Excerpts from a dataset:
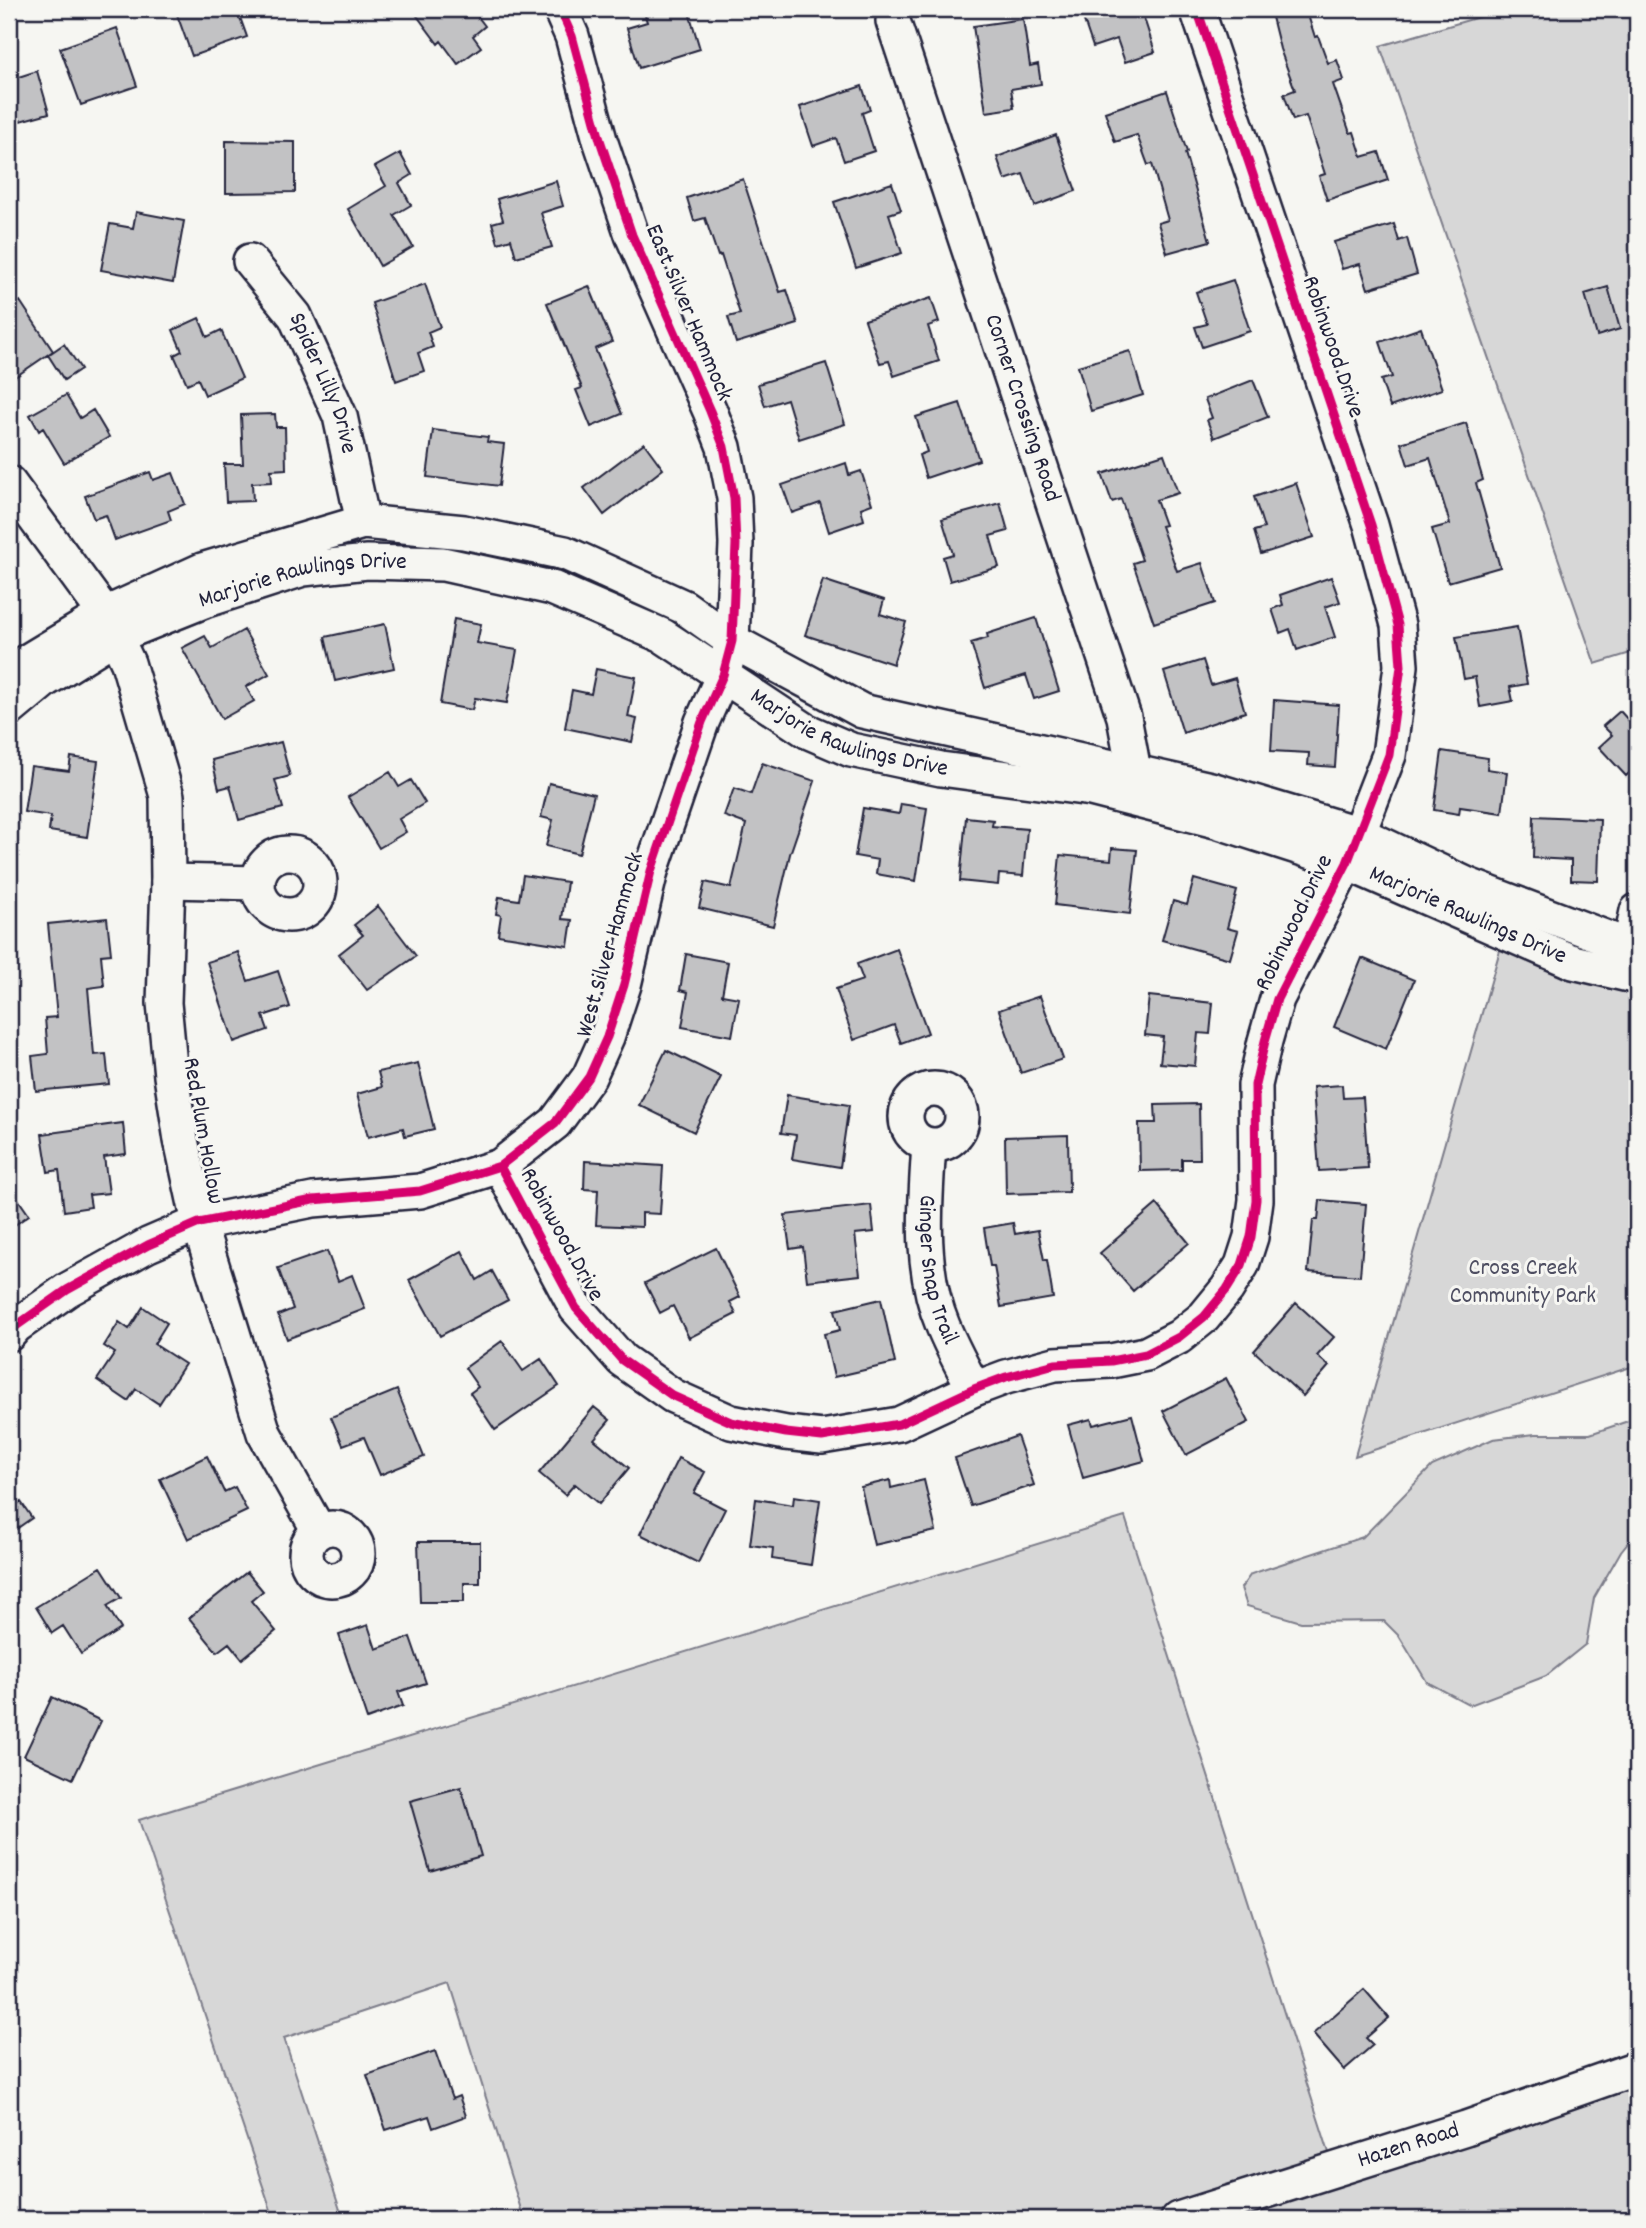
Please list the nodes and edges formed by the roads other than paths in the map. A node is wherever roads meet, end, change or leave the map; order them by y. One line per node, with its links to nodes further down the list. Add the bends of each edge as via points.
1 (560, 9): 8 (street, East Silver Hammock, via 632,235 724,447 734,498 736,544)
2 (1197, 9): 13 (street, Robinwood Drive, via 1371,525 1398,625 1401,666 1389,755)
3 (893, 21): 12 (street, Corner Crossing Road, via 1124,717)
4 (250, 261): 6 (street, Spider Lilly Drive, via 295,316 340,416)
5 (9, 483): 7 (street, Red Plum Hollow)
6 (363, 522): 7 (street, Marjorie Rawlings Drive, via 202,570); 8 (street, Marjorie Rawlings Drive, via 464,532 565,553 684,607)
7 (109, 626): 9 (street, Marjorie Rawlings Drive); 10 (street, Marjorie Rawlings Drive, via 303,569 367,562 443,564 552,588 663,636); 11 (street, Marjorie Rawlings Drive); 14 (street, Red Plum Hollow, via 128,663 167,796)
8 (732, 641): 10 (street, West Silver Hammock); 12 (street, Marjorie Rawlings Drive, via 862,711)
9 (9, 672)
10 (723, 675): 12 (street, Marjorie Rawlings Drive, via 807,731 851,750 941,769 1091,789); 19 (street, West Silver Hammock, via 702,722 652,870 624,985 589,1077 555,1123)
11 (9, 710)
12 (1133, 785): 13 (street, Marjorie Rawlings Drive, via 1216,821)
13 (1353, 848): 17 (street, Marjorie Rawlings Drive, via 1573,962); 22 (street, Robinwood Drive, via 1277,999 1255,1085 1256,1200 1251,1237 1242,1265 1227,1289 1204,1317 1146,1354 1055,1364)
14 (168, 881): 15 (street); 20 (street, Red Plum Hollow, via 166,1015 171,1076)
15 (258, 883)
16 (1637, 911): 17 (street)
17 (1632, 961)
18 (929, 1145): 22 (street, Ginger Snap Trail, via 924,1219 929,1274 942,1324)
19 (500, 1166): 20 (street, West Silver Hammock, via 420,1191 313,1200); 22 (street, Robinwood Drive, via 576,1308 622,1360 673,1396 731,1422 822,1437 900,1424)
20 (199, 1223): 21 (street, West Silver Hammock, via 67,1290); 23 (street, Red Plum Hollow, via 264,1433)
21 (9, 1334)
22 (974, 1389)
23 (319, 1531)
24 (1637, 2067): 25 (street, Hazen Road, via 1466,2128)
25 (1178, 2219)

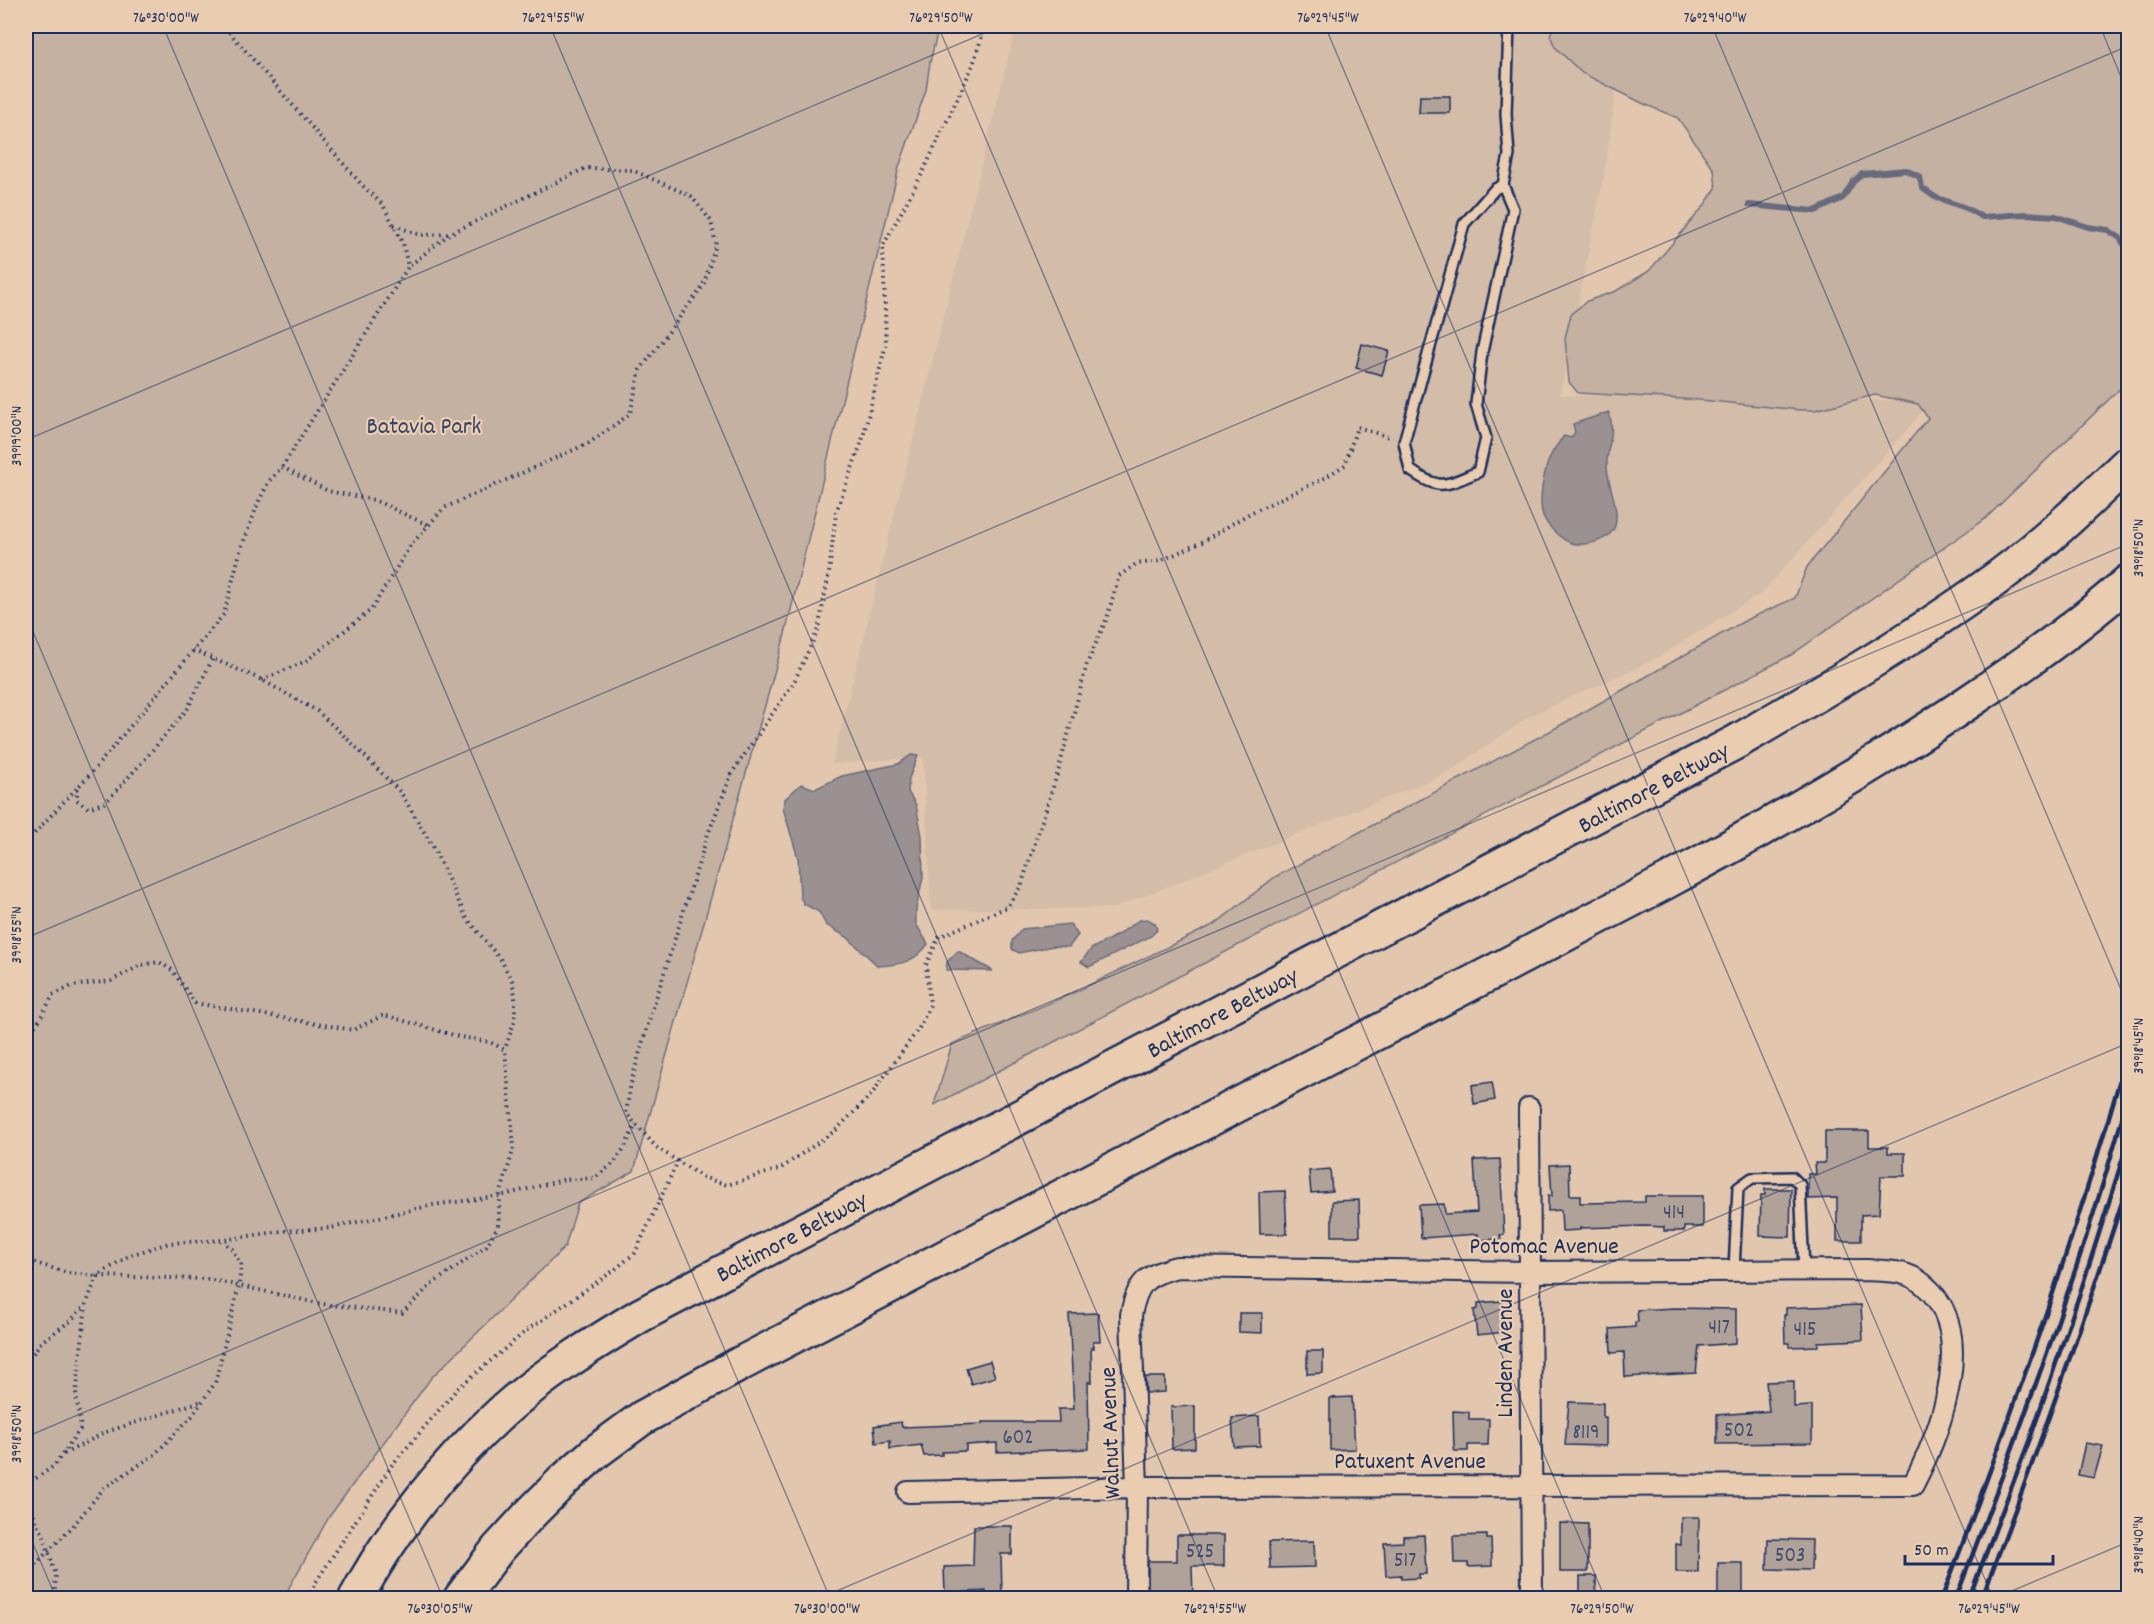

*EXERCISE DESCRIPTION*: Pictures do not go in the copy; print every entry exactly as it stands.

*EXERCISE RESULT*:
Please list the nodes and edges formed by the roads other than paths in the map. A node is wherever roads meet, end, change or leave the map; order them by y. One line per node, with its links to nodes further down the list. Add the bends of each edge as via points.
1 (560, 9): 8 (street, East Silver Hammock, via 632,235 724,447 734,498 736,544)
2 (1197, 9): 13 (street, Robinwood Drive, via 1371,525 1398,625 1401,666 1389,755)
3 (893, 21): 12 (street, Corner Crossing Road, via 1124,717)
4 (250, 261): 6 (street, Spider Lilly Drive, via 295,316 340,416)
5 (9, 483): 7 (street, Red Plum Hollow)
6 (363, 522): 7 (street, Marjorie Rawlings Drive, via 202,570); 8 (street, Marjorie Rawlings Drive, via 464,532 565,553 684,607)
7 (109, 626): 9 (street, Marjorie Rawlings Drive); 10 (street, Marjorie Rawlings Drive, via 303,569 367,562 443,564 552,588 663,636); 11 (street, Marjorie Rawlings Drive); 14 (street, Red Plum Hollow, via 128,663 167,796)
8 (732, 641): 10 (street, West Silver Hammock); 12 (street, Marjorie Rawlings Drive, via 862,711)
9 (9, 672)
10 (723, 675): 12 (street, Marjorie Rawlings Drive, via 807,731 851,750 941,769 1091,789); 19 (street, West Silver Hammock, via 702,722 652,870 624,985 589,1077 555,1123)
11 (9, 710)
12 (1133, 785): 13 (street, Marjorie Rawlings Drive, via 1216,821)
13 (1353, 848): 17 (street, Marjorie Rawlings Drive, via 1573,962); 22 (street, Robinwood Drive, via 1277,999 1255,1085 1256,1200 1251,1237 1242,1265 1227,1289 1204,1317 1146,1354 1055,1364)
14 (168, 881): 15 (street); 20 (street, Red Plum Hollow, via 166,1015 171,1076)
15 (258, 883)
16 (1637, 911): 17 (street)
17 (1632, 961)
18 (929, 1145): 22 (street, Ginger Snap Trail, via 924,1219 929,1274 942,1324)
19 (500, 1166): 20 (street, West Silver Hammock, via 420,1191 313,1200); 22 (street, Robinwood Drive, via 576,1308 622,1360 673,1396 731,1422 822,1437 900,1424)
20 (199, 1223): 21 (street, West Silver Hammock, via 67,1290); 23 (street, Red Plum Hollow, via 264,1433)
21 (9, 1334)
22 (974, 1389)
23 (319, 1531)
24 (1637, 2067): 25 (street, Hazen Road, via 1466,2128)
25 (1178, 2219)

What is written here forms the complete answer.